Where a line has odd spacing or punctuation, keep it; transcribe all the entries exactly.
Entries provided Start Marker
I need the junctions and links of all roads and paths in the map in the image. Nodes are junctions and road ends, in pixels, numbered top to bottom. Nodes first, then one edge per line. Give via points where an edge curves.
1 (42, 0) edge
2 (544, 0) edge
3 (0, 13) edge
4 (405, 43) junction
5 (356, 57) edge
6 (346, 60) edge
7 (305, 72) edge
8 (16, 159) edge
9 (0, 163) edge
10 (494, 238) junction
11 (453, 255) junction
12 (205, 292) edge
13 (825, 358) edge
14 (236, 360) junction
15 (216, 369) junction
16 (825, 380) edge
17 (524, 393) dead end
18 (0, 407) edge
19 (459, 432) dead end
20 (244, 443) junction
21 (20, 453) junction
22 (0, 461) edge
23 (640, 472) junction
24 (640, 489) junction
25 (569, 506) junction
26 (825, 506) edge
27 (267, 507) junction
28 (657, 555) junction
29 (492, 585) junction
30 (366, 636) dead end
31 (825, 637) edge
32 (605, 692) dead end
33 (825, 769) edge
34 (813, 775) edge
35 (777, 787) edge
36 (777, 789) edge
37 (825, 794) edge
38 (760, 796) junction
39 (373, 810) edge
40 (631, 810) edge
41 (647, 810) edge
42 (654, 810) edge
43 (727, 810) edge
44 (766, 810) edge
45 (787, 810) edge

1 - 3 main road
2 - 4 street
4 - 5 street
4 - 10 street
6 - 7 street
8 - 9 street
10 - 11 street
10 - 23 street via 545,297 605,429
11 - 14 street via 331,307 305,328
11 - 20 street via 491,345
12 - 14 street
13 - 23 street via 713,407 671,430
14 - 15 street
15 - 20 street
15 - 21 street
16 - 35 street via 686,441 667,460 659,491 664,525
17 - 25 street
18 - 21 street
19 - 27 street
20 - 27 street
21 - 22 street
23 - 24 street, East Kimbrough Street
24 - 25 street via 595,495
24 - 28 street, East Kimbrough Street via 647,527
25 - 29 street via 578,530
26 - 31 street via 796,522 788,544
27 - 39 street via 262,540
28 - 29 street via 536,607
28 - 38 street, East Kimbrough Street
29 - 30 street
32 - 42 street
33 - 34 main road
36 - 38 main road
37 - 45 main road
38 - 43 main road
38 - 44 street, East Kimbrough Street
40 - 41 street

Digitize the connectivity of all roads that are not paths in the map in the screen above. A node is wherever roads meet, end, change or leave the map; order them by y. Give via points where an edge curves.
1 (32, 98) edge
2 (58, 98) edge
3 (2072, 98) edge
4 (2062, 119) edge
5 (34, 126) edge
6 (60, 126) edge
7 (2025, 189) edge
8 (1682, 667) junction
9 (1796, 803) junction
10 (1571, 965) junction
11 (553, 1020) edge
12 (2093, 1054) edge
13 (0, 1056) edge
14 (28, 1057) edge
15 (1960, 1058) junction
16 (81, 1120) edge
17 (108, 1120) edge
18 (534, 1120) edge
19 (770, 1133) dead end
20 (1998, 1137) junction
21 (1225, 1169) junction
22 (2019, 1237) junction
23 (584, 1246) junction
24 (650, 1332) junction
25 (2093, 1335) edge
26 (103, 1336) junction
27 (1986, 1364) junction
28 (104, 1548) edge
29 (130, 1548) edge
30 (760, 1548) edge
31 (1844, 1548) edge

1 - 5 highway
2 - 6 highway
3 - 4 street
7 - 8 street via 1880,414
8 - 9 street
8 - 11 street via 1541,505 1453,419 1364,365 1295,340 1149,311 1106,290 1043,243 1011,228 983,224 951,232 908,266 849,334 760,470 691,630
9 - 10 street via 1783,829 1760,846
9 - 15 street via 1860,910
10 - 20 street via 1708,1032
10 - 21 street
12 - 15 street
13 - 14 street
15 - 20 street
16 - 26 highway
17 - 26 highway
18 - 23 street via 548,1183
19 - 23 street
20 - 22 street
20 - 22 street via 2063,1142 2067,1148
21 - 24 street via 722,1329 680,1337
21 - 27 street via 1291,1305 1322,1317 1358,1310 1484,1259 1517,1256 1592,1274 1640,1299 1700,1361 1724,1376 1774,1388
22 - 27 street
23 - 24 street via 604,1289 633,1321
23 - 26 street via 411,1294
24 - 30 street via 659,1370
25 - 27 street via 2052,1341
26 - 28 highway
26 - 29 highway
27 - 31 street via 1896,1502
Entries provided End Marker
#### Output:
I need the junctions and links of all roads and paths in the map in the image. Nodes are junctions and road ends, in pixels, numbered top to bottom. Nodes first, then one edge per line. Give via points where an edge curves.
1 (42, 0) edge
2 (544, 0) edge
3 (0, 13) edge
4 (405, 43) junction
5 (356, 57) edge
6 (346, 60) edge
7 (305, 72) edge
8 (16, 159) edge
9 (0, 163) edge
10 (494, 238) junction
11 (453, 255) junction
12 (205, 292) edge
13 (825, 358) edge
14 (236, 360) junction
15 (216, 369) junction
16 (825, 380) edge
17 (524, 393) dead end
18 (0, 407) edge
19 (459, 432) dead end
20 (244, 443) junction
21 (20, 453) junction
22 (0, 461) edge
23 (640, 472) junction
24 (640, 489) junction
25 (569, 506) junction
26 (825, 506) edge
27 (267, 507) junction
28 (657, 555) junction
29 (492, 585) junction
30 (366, 636) dead end
31 (825, 637) edge
32 (605, 692) dead end
33 (825, 769) edge
34 (813, 775) edge
35 (777, 787) edge
36 (777, 789) edge
37 (825, 794) edge
38 (760, 796) junction
39 (373, 810) edge
40 (631, 810) edge
41 (647, 810) edge
42 (654, 810) edge
43 (727, 810) edge
44 (766, 810) edge
45 (787, 810) edge

1 - 3 main road
2 - 4 street
4 - 5 street
4 - 10 street
6 - 7 street
8 - 9 street
10 - 11 street
10 - 23 street via 545,297 605,429
11 - 14 street via 331,307 305,328
11 - 20 street via 491,345
12 - 14 street
13 - 23 street via 713,407 671,430
14 - 15 street
15 - 20 street
15 - 21 street
16 - 35 street via 686,441 667,460 659,491 664,525
17 - 25 street
18 - 21 street
19 - 27 street
20 - 27 street
21 - 22 street
23 - 24 street, East Kimbrough Street
24 - 25 street via 595,495
24 - 28 street, East Kimbrough Street via 647,527
25 - 29 street via 578,530
26 - 31 street via 796,522 788,544
27 - 39 street via 262,540
28 - 29 street via 536,607
28 - 38 street, East Kimbrough Street
29 - 30 street
32 - 42 street
33 - 34 main road
36 - 38 main road
37 - 45 main road
38 - 43 main road
38 - 44 street, East Kimbrough Street
40 - 41 street

Digitize the connectivity of all roads that are not paths in the map in the screen above. A node is wherever roads meet, end, change or leave the map; order them by y. Give via points where an edge curves.
1 (32, 98) edge
2 (58, 98) edge
3 (2072, 98) edge
4 (2062, 119) edge
5 (34, 126) edge
6 (60, 126) edge
7 (2025, 189) edge
8 (1682, 667) junction
9 (1796, 803) junction
10 (1571, 965) junction
11 (553, 1020) edge
12 (2093, 1054) edge
13 (0, 1056) edge
14 (28, 1057) edge
15 (1960, 1058) junction
16 (81, 1120) edge
17 (108, 1120) edge
18 (534, 1120) edge
19 (770, 1133) dead end
20 (1998, 1137) junction
21 (1225, 1169) junction
22 (2019, 1237) junction
23 (584, 1246) junction
24 (650, 1332) junction
25 (2093, 1335) edge
26 (103, 1336) junction
27 (1986, 1364) junction
28 (104, 1548) edge
29 (130, 1548) edge
30 (760, 1548) edge
31 (1844, 1548) edge

1 - 5 highway
2 - 6 highway
3 - 4 street
7 - 8 street via 1880,414
8 - 9 street
8 - 11 street via 1541,505 1453,419 1364,365 1295,340 1149,311 1106,290 1043,243 1011,228 983,224 951,232 908,266 849,334 760,470 691,630
9 - 10 street via 1783,829 1760,846
9 - 15 street via 1860,910
10 - 20 street via 1708,1032
10 - 21 street
12 - 15 street
13 - 14 street
15 - 20 street
16 - 26 highway
17 - 26 highway
18 - 23 street via 548,1183
19 - 23 street
20 - 22 street
20 - 22 street via 2063,1142 2067,1148
21 - 24 street via 722,1329 680,1337
21 - 27 street via 1291,1305 1322,1317 1358,1310 1484,1259 1517,1256 1592,1274 1640,1299 1700,1361 1724,1376 1774,1388
22 - 27 street
23 - 24 street via 604,1289 633,1321
23 - 26 street via 411,1294
24 - 30 street via 659,1370
25 - 27 street via 2052,1341
26 - 28 highway
26 - 29 highway
27 - 31 street via 1896,1502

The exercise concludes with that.